でだな。突然ハナシが飛ぶようだけれども。実際飛ぶんだけど。それって、結局アメリカが我々属国に植え付けたイメージなんじゃなかろうかと。
「マニフェスト」に従うがあまり揺れ動く米軍基地移転問題がございますが、「そんなにガタガタいうなら、東京に移転すりゃいいじゃねーか」と常々思っているのだが。東京がダメで、沖縄ならいいという意味がわからない。
最近、散歩をしていて気がついたのだけれど、うちから徒歩圏内にもアメリカは存在している。「たぶん」日本の国土だと思われるのだが、私が日本人として立ち入ることができない場所だ。私が住む神奈川県にはほかにも、横須賀や厚木にそういう場所がある。
それが突然身近に感じられて、わしゃなんて国に住んでるんだろうと我に返ったのだなぁ。
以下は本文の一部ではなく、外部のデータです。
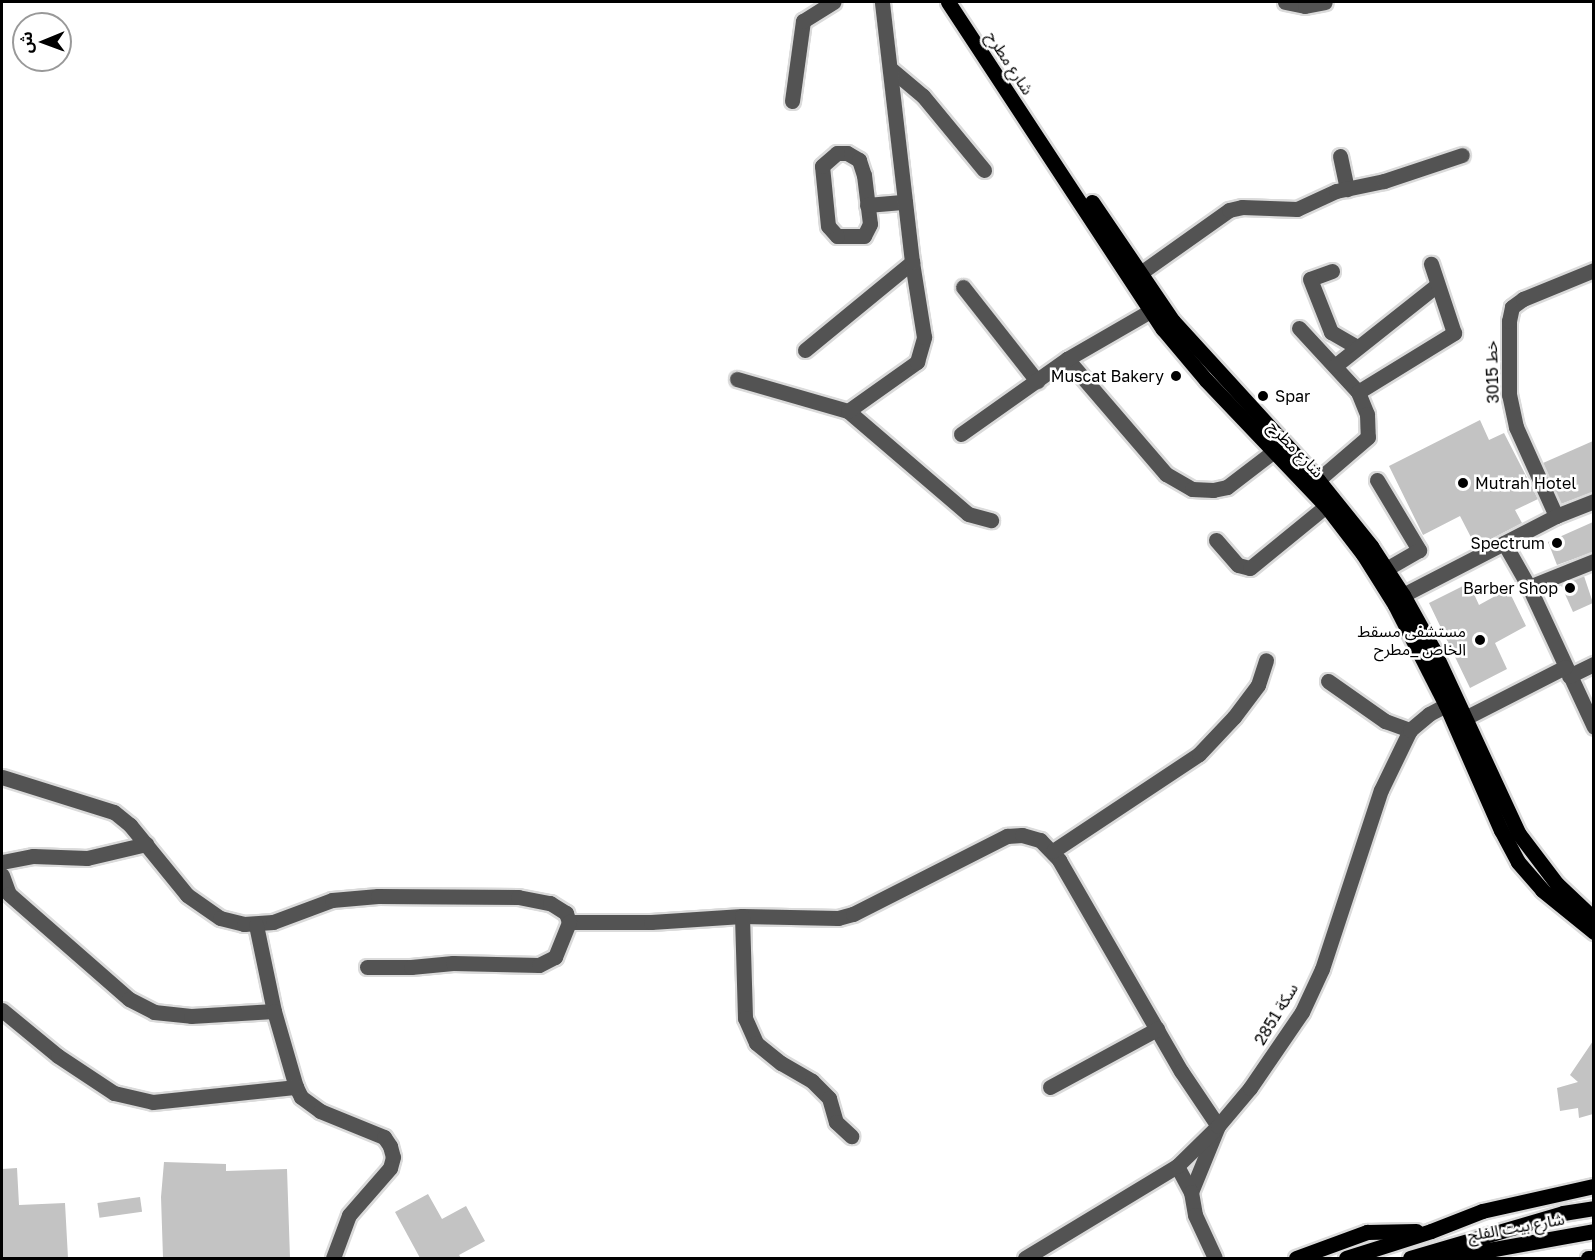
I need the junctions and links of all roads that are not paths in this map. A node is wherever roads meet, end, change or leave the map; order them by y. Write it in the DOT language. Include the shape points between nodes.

この国、まだ米国の占領下にあるんじゃん。ほんと普通に。

そう思うと、まことしやかに語られている日本の構造が、ただいたずらに流布している虚構というわけではなさそうだということがわかってくる。「親方日の丸」の親方は、これまで第一党だった自民党 ではなくて、その後ろの星条旗というヤツだ。反米に向かう政治家はことごとく潰されるのがこの国の常だが、それが最近あからさますぎて情けなくなる。
誰が情けないって、そんな茶番を見せられる国民だ。バカにされるにもほどがある。
すでに過ぎたことのようになっているが、反米政策ともとれるマニフェストをかかげる民主党 潰しは、小沢が晒し首だ。対 検察 < 自民党 < 米国。←あ、このピラミッドの下にマスコミがぶら下がる。小沢が不起訴ということになったのと時同じくして、亀井静香のゆうちょ銀行の資金運用を米国債になんて発言が飛び出したりする。
この国どーなってんの? 自分の国ながら恐ろしいんですけど。

もうね、ずいぶん長くこの国で生きてきてしまったわけですが、いままでの固定観念は捨てるわ。たぶんそうとうコントロールされた情報がインプットされているはずだけど、これからは自分で見たもの、聞いたもの、それで感じたことだけでいいだろ。
その数がどんなに少なくても、まぁそれが自分の容量なんだろう。それでいいじゃん。
ほかの誰かが描いた地図じゃなくて、自分で地図を作ればいい。って、なんかあれだな。尾崎豊じゃないんだからね。

- – - – -

追記:日米安保の庶民的視点(?)のご意見がこちらにありました。興味があれば。
そーだよね。気づいてないわけではないんだよね。この国のひとたち。知ってるから知らない振りをしてきた ——でも、安保闘争をしてきた世代が、その後の世代にそれを伝えているかというと、完全に怠っていると思う。